Laurel Hall is a historic apartment house at 72—74 Patton Street in Springfield, Massachusetts, USA. Built in 1914, it is one of a small number of apartment houses built on the north side of the city's downtown area in the 1910s and 1920s. The building underwent a major rehabilitation and renovation in the 1980s. It was listed on the National Register of Historic Places in 1987.

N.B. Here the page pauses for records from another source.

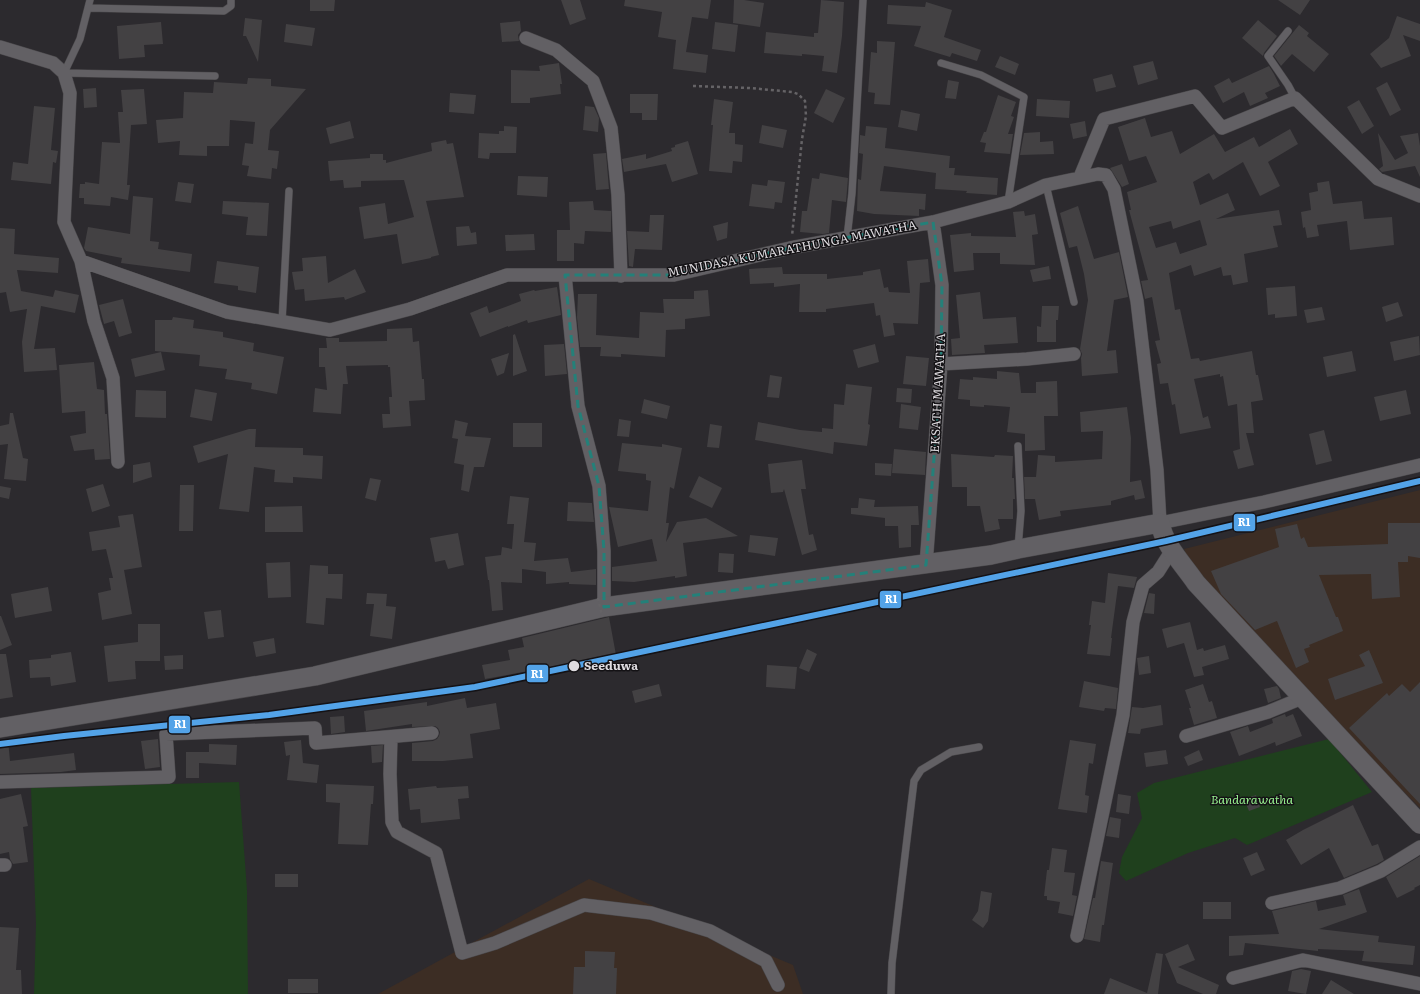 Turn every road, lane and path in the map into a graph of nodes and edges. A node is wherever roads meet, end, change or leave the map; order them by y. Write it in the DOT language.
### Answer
graph roads {
  1 [pos="90,0"];
  2 [pos="231,0"];
  3 [pos="864,0"];
  4 [pos="88,8"];
  5 [pos="1288,32"];
  6 [pos="526,38"];
  7 [pos="0,47"];
  8 [pos="941,63"];
  9 [pos="64,73"];
  10 [pos="215,76"];
  11 [pos="693,86"];
  12 [pos="1295,98"];
  13 [pos="1080,177"];
  14 [pos="1046,185"];
  15 [pos="289,191"];
  16 [pos="1420,196"];
  17 [pos="1008,202"];
  18 [pos="933,222"];
  19 [pos="847,238"];
  20 [pos="790,248"];
  21 [pos="81,260"];
  22 [pos="565,275"];
  23 [pos="621,276"];
  24 [pos="1074,302"];
  25 [pos="282,322"];
  26 [pos="1074,354"];
  27 [pos="941,364"];
  28 [pos="1018,446"];
  29 [pos="118,462"];
  30 [pos="1420,465"];
  31 [pos="1160,523"];
  32 [pos="1018,549"];
  33 [pos="1172,550"];
  34 [pos="926,565"];
  35 [pos="601,607"];
  36 [pos="1302,698"];
  37 [pos="0,728"];
  38 [pos="432,733"];
  39 [pos="1186,736"];
  40 [pos="391,737"];
  41 [pos="979,747"];
  42 [pos="0,782"];
  43 [pos="1420,824"];
  44 [pos="1420,847"];
  45 [pos="1272,903"];
  46 [pos="1077,936"];
  47 [pos="1233,978"];
  48 [pos="1420,984"];
  49 [pos="778,985"];
  50 [pos="892,994"];
  1 -- 4 [label="lane"];
  2 -- 4 [label="lane"];
  3 -- 19 [label="lane"];
  4 -- 9 [label="lane"];
  5 -- 12 [label="lane"];
  6 -- 23 [label="street"];
  7 -- 9 [label="street"];
  8 -- 17 [label="lane"];
  9 -- 10 [label="lane"];
  9 -- 21 [label="street"];
  11 -- 20 [label="path"];
  12 -- 13 [label="street"];
  12 -- 16 [label="street"];
  13 -- 14 [label="street, MUNIDASA KUMARATHUNGA MAWATHA"];
  13 -- 31 [label="street, MUNIDASA KUMARATHUNGA MAWATHA"];
  14 -- 17 [label="street, MUNIDASA KUMARATHUNGA MAWATHA"];
  14 -- 24 [label="lane"];
  15 -- 25 [label="lane"];
  17 -- 18 [label="street, MUNIDASA KUMARATHUNGA MAWATHA"];
  18 -- 19 [label="street, MUNIDASA KUMARATHUNGA MAWATHA"];
  18 -- 27 [label="street, EKSATH MAWATHA"];
  19 -- 20 [label="street, MUNIDASA KUMARATHUNGA MAWATHA"];
  20 -- 23 [label="street, MUNIDASA KUMARATHUNGA MAWATHA"];
  21 -- 25 [label="street, MUNIDASA KUMARATHUNGA MAWATHA"];
  21 -- 29 [label="street"];
  22 -- 23 [label="street, MUNIDASA KUMARATHUNGA MAWATHA"];
  22 -- 25 [label="street, MUNIDASA KUMARATHUNGA MAWATHA"];
  22 -- 35 [label="street"];
  26 -- 27 [label="street"];
  27 -- 34 [label="street, EKSATH MAWATHA"];
  28 -- 32 [label="lane"];
  30 -- 31 [label="street"];
  31 -- 32 [label="street"];
  31 -- 33 [label="street"];
  32 -- 34 [label="street"];
  33 -- 36 [label="street"];
  33 -- 46 [label="street"];
  34 -- 35 [label="street"];
  35 -- 37 [label="street"];
  36 -- 39 [label="street"];
  36 -- 43 [label="street"];
  38 -- 40 [label="street"];
  40 -- 42 [label="street"];
  40 -- 49 [label="street"];
  41 -- 50 [label="lane"];
  44 -- 45 [label="street"];
  47 -- 48 [label="street"];
} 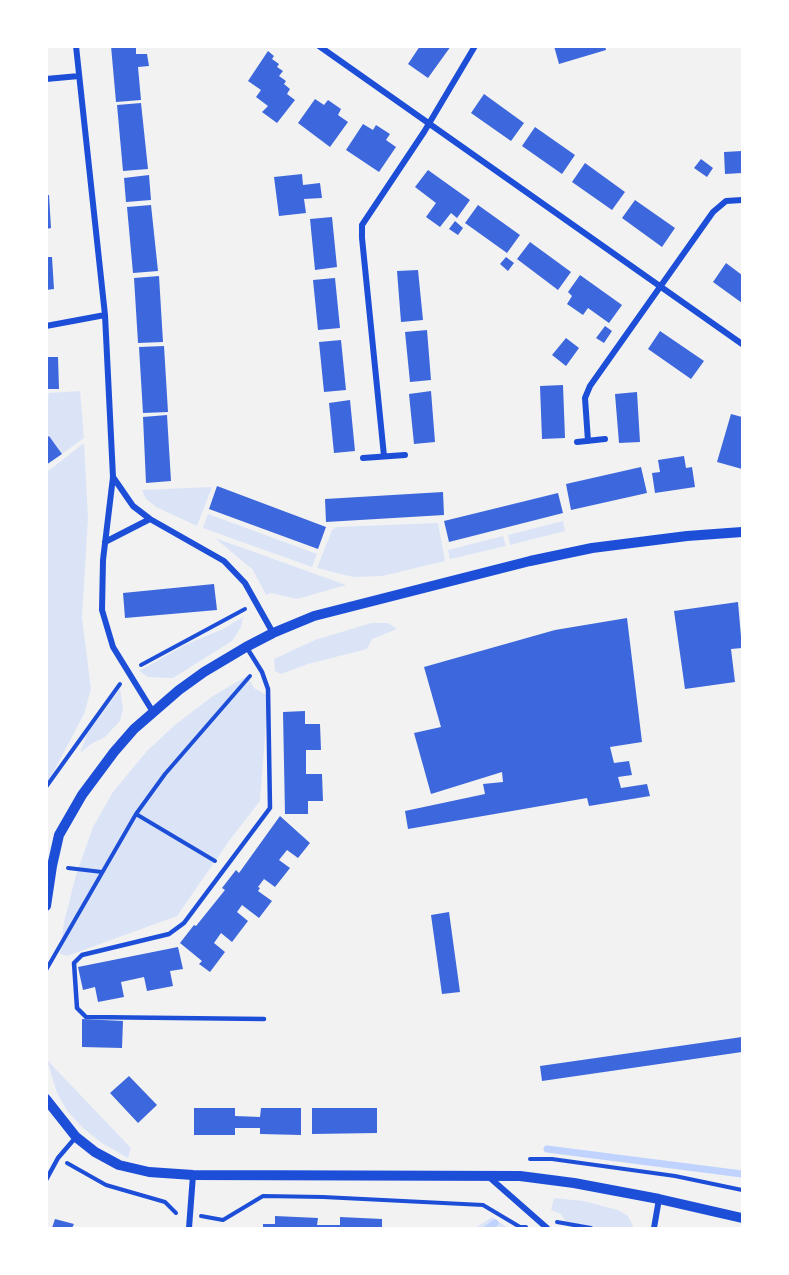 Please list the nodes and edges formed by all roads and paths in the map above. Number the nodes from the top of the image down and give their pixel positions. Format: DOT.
graph roads {
  1 [pos="76,46"];
  2 [pos="319,46"];
  3 [pos="475,46"];
  4 [pos="79,76"];
  5 [pos="46,79"];
  6 [pos="429,124"];
  7 [pos="742,200"];
  8 [pos="661,286"];
  9 [pos="105,315"];
  10 [pos="46,326"];
  11 [pos="742,344"];
  12 [pos="606,440"];
  13 [pos="588,441"];
  14 [pos="577,442"];
  15 [pos="405,455"];
  16 [pos="384,456"];
  17 [pos="363,458"];
  18 [pos="113,477"];
  19 [pos="150,519"];
  20 [pos="742,532"];
  21 [pos="105,542"];
  22 [pos="273,633"];
  23 [pos="246,646"];
  24 [pos="259,666"];
  25 [pos="153,712"];
  26 [pos="136,814"];
  27 [pos="52,866"];
  28 [pos="226,867"];
  29 [pos="103,872"];
  30 [pos="46,906"];
  31 [pos="46,970"];
  32 [pos="264,1019"];
  33 [pos="46,1099"];
  34 [pos="76,1137"];
  35 [pos="58,1158"];
  36 [pos="552,1159"];
  37 [pos="193,1175"];
  38 [pos="488,1176"];
  39 [pos="46,1180"];
  40 [pos="742,1190"];
  41 [pos="659,1198"];
  42 [pos="191,1213"];
  43 [pos="742,1218"];
  44 [pos="545,1226"];
  45 [pos="189,1228"];
  46 [pos="520,1228"];
  47 [pos="591,1228"];
  48 [pos="654,1228"];
  1 -- 4 [label="street"];
  2 -- 6 [label="street"];
  3 -- 6 [label="street"];
  4 -- 5 [label="street"];
  4 -- 9 [label="street"];
  6 -- 8 [label="street"];
  6 -- 16 [label="street"];
  7 -- 8 [label="street"];
  8 -- 11 [label="street"];
  8 -- 13 [label="street"];
  9 -- 10 [label="street"];
  9 -- 18 [label="street"];
  12 -- 13 [label="street"];
  13 -- 14 [label="street"];
  15 -- 16 [label="street"];
  16 -- 17 [label="street"];
  18 -- 19 [label="street"];
  18 -- 21 [label="street"];
  19 -- 21 [label="street"];
  19 -- 22 [label="street"];
  20 -- 22 [label="street"];
  21 -- 25 [label="street"];
  22 -- 23 [label="street"];
  23 -- 24 [label="lane"];
  23 -- 25 [label="street"];
  24 -- 26 [label="path"];
  24 -- 28 [label="lane"];
  25 -- 27 [label="street"];
  26 -- 28 [label="path"];
  26 -- 29 [label="path"];
  27 -- 29 [label="path"];
  27 -- 30 [label="street"];
  28 -- 32 [label="lane"];
  29 -- 31 [label="path"];
  33 -- 34 [label="street"];
  34 -- 35 [label="lane"];
  34 -- 37 [label="street"];
  35 -- 39 [label="lane"];
  35 -- 42 [label="path"];
  36 -- 40 [label="path"];
  37 -- 38 [label="street"];
  37 -- 42 [label="street"];
  38 -- 41 [label="street"];
  38 -- 44 [label="street"];
  41 -- 43 [label="street"];
  41 -- 48 [label="street"];
  42 -- 45 [label="street"];
  42 -- 46 [label="path"];
  44 -- 46 [label="path"];
  44 -- 47 [label="path"];
}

==Description and history==
Laurel Hall stands on the north side of Patton Street, between Main and Dwight Streets just north of Interstate 291. Now predominantly a commercial area, it was a tree-lined residential street when Laurel Hall and the adjacent Ethel Apartment House were built in the 1910s. It is a four-story Classical Revival structure, built using yellow brick (in light and dark shades), with brownstone trim and a decorated metal cornice. The ground floor begins with a half-story of rusticated brownstone, and continues with dark yellow brick with recessed spacing every few rows to provide horizontal emphasis. A brownstone belt-course separates the first floor from those above. Recessed panels of dark brick are set between the windows of the 2nd through 4th floors, and there are vertical dark brick pilasters framing the central bays. Windows are trimmed with brownstone lintels and sills.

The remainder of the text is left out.